Wildfire experts gathered at Oregon State University last week agreed
that even after decades of battling fires, they still do not
understand basic points such as how big fires like the Biscuit behave,
how to thin forests so blazes remain more subdued and what to do after
the flames pass.
Although Congress and the Bush administration have dedicated millions
of dollars to reduce overgrown Western forests, so many millions of
acres need attention it's not clear how best to tackle them.
"All the historic investment has gone into how you fight fires," said
Hal Salwasser, dean of OSU's School of Forestry. "We know 10 times as
much about fighting fires as we do about how to treat the landscape in
a way that reduces their intensity and gives us the best return on our
invements."
He was one of about 100 fire scientists and managers, including many
who battled the Biscuit, at the first of three federal conferences
focused on the huge wildfires that scorched the West last year. Others
are scheduled in Arizona and Colorado, states that also endured major
blazes.
Natural fires once cleared forests of tinder, but past firefighting
has left them choked with it. Drought has rapidly stoked wildfires
with that fuel since the late 1980s, leading to a fire season last
year that cost more than $1 billion. Fire managers say they
desperately need to decide where to direct limited research funds to
best help firefighters on the front lines each summer.
"In the last 15 years, we've had a situation of such extremes where
we're saying to ourselves, ‘What the heck are we doing? How do we get
a handle on this?'" said Bob Clark, manager of the federal Joint Fire
Science Program at the National Interagency Fire Center in Boise. "It
has exposed fundamental questions about how we aproach wildfire."
Among the leading questions identified at the conference:
- What policy changes can agencies make to more quickly address fire
risk, at less expense?
- Is mechanical thinning or controlled burning more effective at
reducing forest fire risk with minimal environmental impact?
- Does logging after fires reduce or increase risk of future fires in
the remaining tinder?
- How can federal agencies fight fires at less cost?
- If fires are a natural element in Western forests, does the public
want to pay the high price of supressing them?

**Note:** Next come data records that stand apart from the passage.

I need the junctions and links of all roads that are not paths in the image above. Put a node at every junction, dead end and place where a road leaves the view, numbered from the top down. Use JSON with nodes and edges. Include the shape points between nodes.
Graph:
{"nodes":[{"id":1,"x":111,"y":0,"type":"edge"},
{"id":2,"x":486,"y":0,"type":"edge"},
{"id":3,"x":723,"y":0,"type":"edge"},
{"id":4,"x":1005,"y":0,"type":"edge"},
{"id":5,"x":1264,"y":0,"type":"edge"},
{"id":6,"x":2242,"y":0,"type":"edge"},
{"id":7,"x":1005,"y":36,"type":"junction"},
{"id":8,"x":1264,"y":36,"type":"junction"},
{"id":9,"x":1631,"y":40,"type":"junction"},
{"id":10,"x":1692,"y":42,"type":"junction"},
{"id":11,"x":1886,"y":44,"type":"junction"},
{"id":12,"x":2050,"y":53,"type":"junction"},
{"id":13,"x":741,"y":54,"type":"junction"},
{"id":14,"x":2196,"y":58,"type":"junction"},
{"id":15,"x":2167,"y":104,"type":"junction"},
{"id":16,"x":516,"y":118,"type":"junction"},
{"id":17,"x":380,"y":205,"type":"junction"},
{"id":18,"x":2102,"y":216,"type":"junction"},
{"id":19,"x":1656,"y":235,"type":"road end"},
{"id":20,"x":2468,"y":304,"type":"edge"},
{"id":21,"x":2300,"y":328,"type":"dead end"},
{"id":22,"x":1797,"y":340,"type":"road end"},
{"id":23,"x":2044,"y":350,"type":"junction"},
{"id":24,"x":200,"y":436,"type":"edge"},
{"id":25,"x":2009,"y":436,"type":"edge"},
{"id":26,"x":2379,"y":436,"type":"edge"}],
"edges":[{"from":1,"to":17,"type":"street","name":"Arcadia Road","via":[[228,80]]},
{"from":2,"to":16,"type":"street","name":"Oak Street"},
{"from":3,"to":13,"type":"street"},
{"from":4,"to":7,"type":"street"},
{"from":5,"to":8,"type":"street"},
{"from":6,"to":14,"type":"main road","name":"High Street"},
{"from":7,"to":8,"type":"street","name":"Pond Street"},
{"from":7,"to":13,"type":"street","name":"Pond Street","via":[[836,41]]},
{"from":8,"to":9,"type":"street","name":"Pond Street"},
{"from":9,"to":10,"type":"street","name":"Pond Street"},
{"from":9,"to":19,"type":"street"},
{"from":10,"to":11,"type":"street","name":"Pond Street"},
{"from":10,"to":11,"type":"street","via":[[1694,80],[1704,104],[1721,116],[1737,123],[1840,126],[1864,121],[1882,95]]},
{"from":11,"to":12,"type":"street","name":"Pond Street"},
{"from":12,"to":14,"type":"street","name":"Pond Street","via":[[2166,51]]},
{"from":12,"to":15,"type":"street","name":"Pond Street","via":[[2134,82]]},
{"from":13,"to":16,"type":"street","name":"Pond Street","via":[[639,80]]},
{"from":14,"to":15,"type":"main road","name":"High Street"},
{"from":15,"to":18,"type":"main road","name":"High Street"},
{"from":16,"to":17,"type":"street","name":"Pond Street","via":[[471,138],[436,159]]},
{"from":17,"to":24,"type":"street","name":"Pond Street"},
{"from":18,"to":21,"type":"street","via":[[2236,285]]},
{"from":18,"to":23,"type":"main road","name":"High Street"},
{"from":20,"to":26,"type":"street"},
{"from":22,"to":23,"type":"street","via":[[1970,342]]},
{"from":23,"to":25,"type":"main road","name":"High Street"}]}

The priority is on answering the questions quickly, said Laurie
Perrett, regional head of fire and aviation for the U.S. Forest
Service and Bureau of Land Management.
"The whole scientific process, with peer review and everything, is
very long," she said. "We see a more immediate need not only for good
science, but science we can clearly communicate to people in the
field."
There are hard realities to the West's fire dilemma, many agreed. For
at least the next decade or more, severe fires will almost undoubtedly
continue. It's likely to take at least that long for costly thinning
and other measures to make a dent in the 100 million acres or more at
high risk of wildfire.
"Our problem is massive - it's in the tens of millions of acres,"
Salwasser said. "Our treatment at best is measured in the tens of
thousands of acres a year. It's off by an order of magnitude."

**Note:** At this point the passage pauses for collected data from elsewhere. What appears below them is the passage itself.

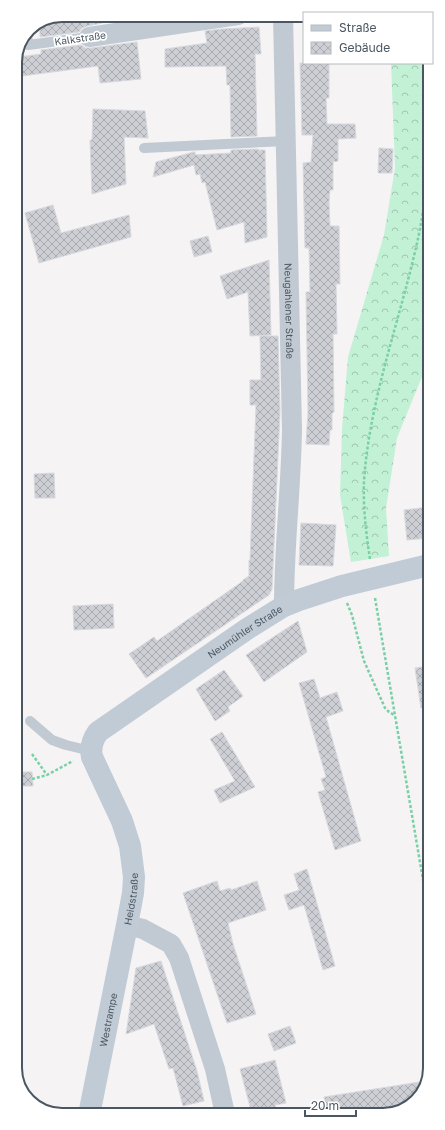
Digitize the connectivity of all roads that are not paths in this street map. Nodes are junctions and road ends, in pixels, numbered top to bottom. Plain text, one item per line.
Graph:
1 (191, 22) edge
2 (283, 22) edge
3 (89, 37) joint
4 (28, 42) edge
5 (286, 141) junction
6 (144, 148) dead end
7 (423, 566) edge
8 (284, 606) junction
9 (30, 720) dead end
10 (91, 751) junction
11 (128, 925) junction
12 (90, 1108) edge
13 (224, 1108) edge

1 - 3 street, Kalkstraße
2 - 5 street, Neugahlener Straße
3 - 4 lane, Kalkstraße
5 - 6 lane
5 - 8 street, Neugahlener Straße
7 - 8 main road, Neumühler Straße
8 - 10 main road, Neumühler Straße
9 - 10 lane
10 - 11 main road, Heidstraße
11 - 12 main road, Westrampe
11 - 13 street, Heidstraße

The problem is so overwhelming - and getting so much worse each year
- that more money alone isn't enough, he said. "You can't just throw
10 times as many dollars at it. We have to do it in a very straegic
way so we learn as much as we can from everything we do."
Letting fires burn may also have unintended consequences, such as
paving the way for flammable weeds that compound fire hazards in later
years.
"We still don't really know what will have the most effect on fires,
but the least effect on the resources," said John Szymoniak,
technology transfer specialist at the Forest Service's Riverside Fire
Laboratory.
After last year's blazes, Congress and the Bush administration have
pushed agencies such as the Forest Service to aggressively reduce
forest fuels. But only in the past few years have researchers begun to
look at ways of recovering burned logs or thinning forests in a way
that reduces fire risk, protests the environment and produces economic
return.
"The science is almost nonexistent on that point," Salwasser said.